El comunicado de Campaña Nacional por el Derecho al Aborto Legal, Seguro y Gratuito.

“Belén fue privada de su derecho a la salud, torturada y encarcelada. La justicia tucumana la condenó a ocho años de prisión acusada de abortar bajo la carátula “homicidio doblemente agravado por alevosía y por el vínculo, aunque nada de eso haya sido demostrado. Hoy exigimos la inmediata excarcelación y anulación de dicho proceso”, expresa el comunicado difundido en Facebook por la Campaña Nacional por el derecho al Aborto Legal, Seguro y Gratuito.

La ONG fue aún más adelante contra la justicia tucumana. “Como cualquier paciente, toda mujer que llega con un aborto en curso o que tiene un aborto, sea provocado o espontáneo, está protegida por la confidencialidad de la relación profesional de la salud-paciente. Sin embargo en el caso de Belén algunos profesionales de la salud decidieron usar esa relación para violentarla y denunciarla a la policía. Médicos la interrogaron como si fueran jueces, enfermeras le acercaron en una caja el feto y personal de policía la insultó y degradó revisando sus partes íntimas”, acusaron. El comunicado fue compartido en las redes sociales por casi 2 mil usuarios.
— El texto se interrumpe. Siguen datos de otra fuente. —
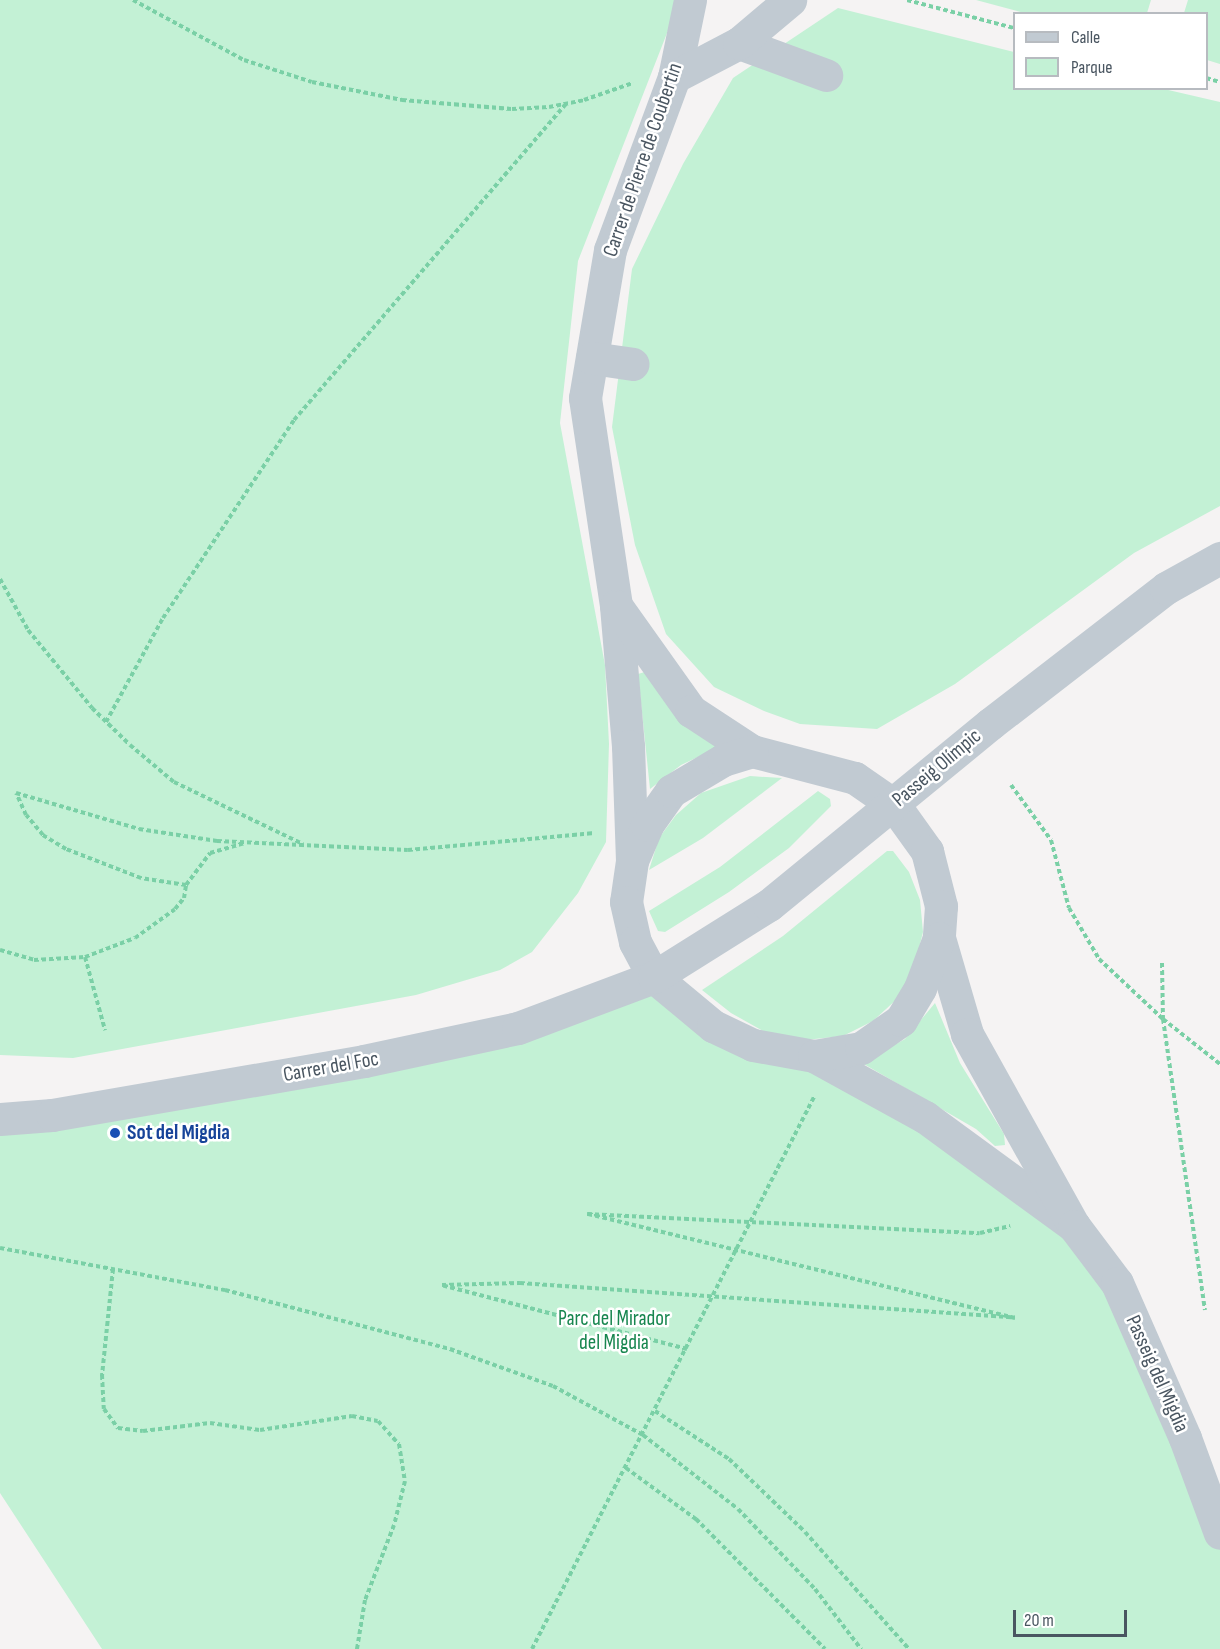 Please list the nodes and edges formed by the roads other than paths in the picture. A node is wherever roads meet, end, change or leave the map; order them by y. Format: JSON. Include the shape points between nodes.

Desde #NiUnaMenos y la Oficina de la Mujer también se sumaron al reclamo y desnudaron su indignación ante el polémico fallo.

Amnistía Internacional Argentina le adelantó a Infobae que tomarán una acción urgente, que es una estrategia de solidaridad por la cual miles de personas de todo el mundo se suman para exigir el respeto de los derechos humanos. En el caso de Belén, interpelarán a la justicia de Tucumán para que “se garantice de manera inmediata la libertad de Belén y el cese de su prisión preventiva, protegiendo su integridad física y mental”; “que se investigue el accionar de los profesionales de la salud que incumplieron su deber de confidencialidad médico-paciente y se establezcan las responsabilidades del caso”; y que “se garantice a las mujeres y las niñas un acceso seguro y legal a los servicios de aborto necesarios para proteger su vida o su salud, o si el embarazo es consecuencia de una violación”.

Mariela Belski, la directora ejecutiva de Amnistía Internacional Argentina, sostuvo en Infobae que “el caso de Belén demuestra cómo el Estado, a través de los servicios de salud y operadores judiciales, reproduce conductas de maltrato e humillación en entornos institucionales, viola su deber de prevenir y erradicar la violencia contra la mujer y la tortura y otros crueles, inhumanos y degradantes”. Y de manera directa, acusó: “Es urgente proteger la vida de millones de mujeres y niñas en Argentina y en toda la región. Ellas están a merced de sistemas de salud que pone los estereotipos de género y las opiniones personales de los profesionales de la salud o los funcionarios de turno por encima del bienestar”.